BEGIN

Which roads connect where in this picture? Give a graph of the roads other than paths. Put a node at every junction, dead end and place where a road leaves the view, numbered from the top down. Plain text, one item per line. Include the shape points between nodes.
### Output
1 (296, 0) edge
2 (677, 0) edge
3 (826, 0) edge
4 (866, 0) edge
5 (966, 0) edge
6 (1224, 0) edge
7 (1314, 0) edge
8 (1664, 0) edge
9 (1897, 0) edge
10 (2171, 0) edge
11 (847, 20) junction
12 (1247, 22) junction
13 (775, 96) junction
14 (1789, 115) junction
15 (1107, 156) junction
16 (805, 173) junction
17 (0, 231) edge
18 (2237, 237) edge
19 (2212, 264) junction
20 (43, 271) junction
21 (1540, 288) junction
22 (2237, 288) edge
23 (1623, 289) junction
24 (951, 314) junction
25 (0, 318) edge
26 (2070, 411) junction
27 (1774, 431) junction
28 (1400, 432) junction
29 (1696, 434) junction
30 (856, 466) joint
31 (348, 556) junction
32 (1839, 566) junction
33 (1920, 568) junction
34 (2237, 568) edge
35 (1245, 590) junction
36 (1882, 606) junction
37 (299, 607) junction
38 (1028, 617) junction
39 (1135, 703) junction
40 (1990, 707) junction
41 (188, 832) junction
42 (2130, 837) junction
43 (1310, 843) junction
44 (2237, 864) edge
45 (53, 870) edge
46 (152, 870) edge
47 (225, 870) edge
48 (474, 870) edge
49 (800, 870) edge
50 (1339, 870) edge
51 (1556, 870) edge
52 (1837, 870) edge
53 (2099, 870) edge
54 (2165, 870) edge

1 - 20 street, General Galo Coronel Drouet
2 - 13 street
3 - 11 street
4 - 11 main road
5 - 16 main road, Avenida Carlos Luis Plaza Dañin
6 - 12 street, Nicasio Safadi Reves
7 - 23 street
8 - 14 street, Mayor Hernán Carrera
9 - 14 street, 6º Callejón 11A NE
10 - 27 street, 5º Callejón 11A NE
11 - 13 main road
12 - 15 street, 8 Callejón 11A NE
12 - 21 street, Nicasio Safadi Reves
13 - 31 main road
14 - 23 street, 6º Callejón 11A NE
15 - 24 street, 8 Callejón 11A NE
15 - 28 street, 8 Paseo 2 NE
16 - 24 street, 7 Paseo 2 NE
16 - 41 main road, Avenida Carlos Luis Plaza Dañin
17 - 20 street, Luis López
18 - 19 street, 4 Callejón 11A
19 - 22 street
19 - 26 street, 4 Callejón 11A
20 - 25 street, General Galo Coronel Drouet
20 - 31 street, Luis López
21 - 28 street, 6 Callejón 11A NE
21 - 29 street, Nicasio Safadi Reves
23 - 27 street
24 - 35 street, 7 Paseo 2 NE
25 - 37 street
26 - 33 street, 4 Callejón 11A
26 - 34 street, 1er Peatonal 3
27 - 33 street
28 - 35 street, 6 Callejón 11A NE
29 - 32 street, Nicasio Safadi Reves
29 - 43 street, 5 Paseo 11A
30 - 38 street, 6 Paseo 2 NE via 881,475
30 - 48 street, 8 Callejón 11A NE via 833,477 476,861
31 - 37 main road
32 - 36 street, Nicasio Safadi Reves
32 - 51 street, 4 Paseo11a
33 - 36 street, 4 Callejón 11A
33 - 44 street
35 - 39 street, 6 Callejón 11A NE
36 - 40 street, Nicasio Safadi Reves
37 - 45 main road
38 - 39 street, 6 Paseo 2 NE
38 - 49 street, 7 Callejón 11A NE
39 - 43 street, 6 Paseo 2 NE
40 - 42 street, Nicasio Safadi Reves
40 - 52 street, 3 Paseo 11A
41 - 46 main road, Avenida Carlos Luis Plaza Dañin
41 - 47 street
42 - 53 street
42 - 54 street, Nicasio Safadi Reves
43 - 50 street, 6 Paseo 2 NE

END

■ Your assignment ■
Filter the records above and copy every line that contains the word "Carlos".

■ Your solution ■
5 - 16 main road, Avenida Carlos Luis Plaza Dañin
16 - 41 main road, Avenida Carlos Luis Plaza Dañin
41 - 46 main road, Avenida Carlos Luis Plaza Dañin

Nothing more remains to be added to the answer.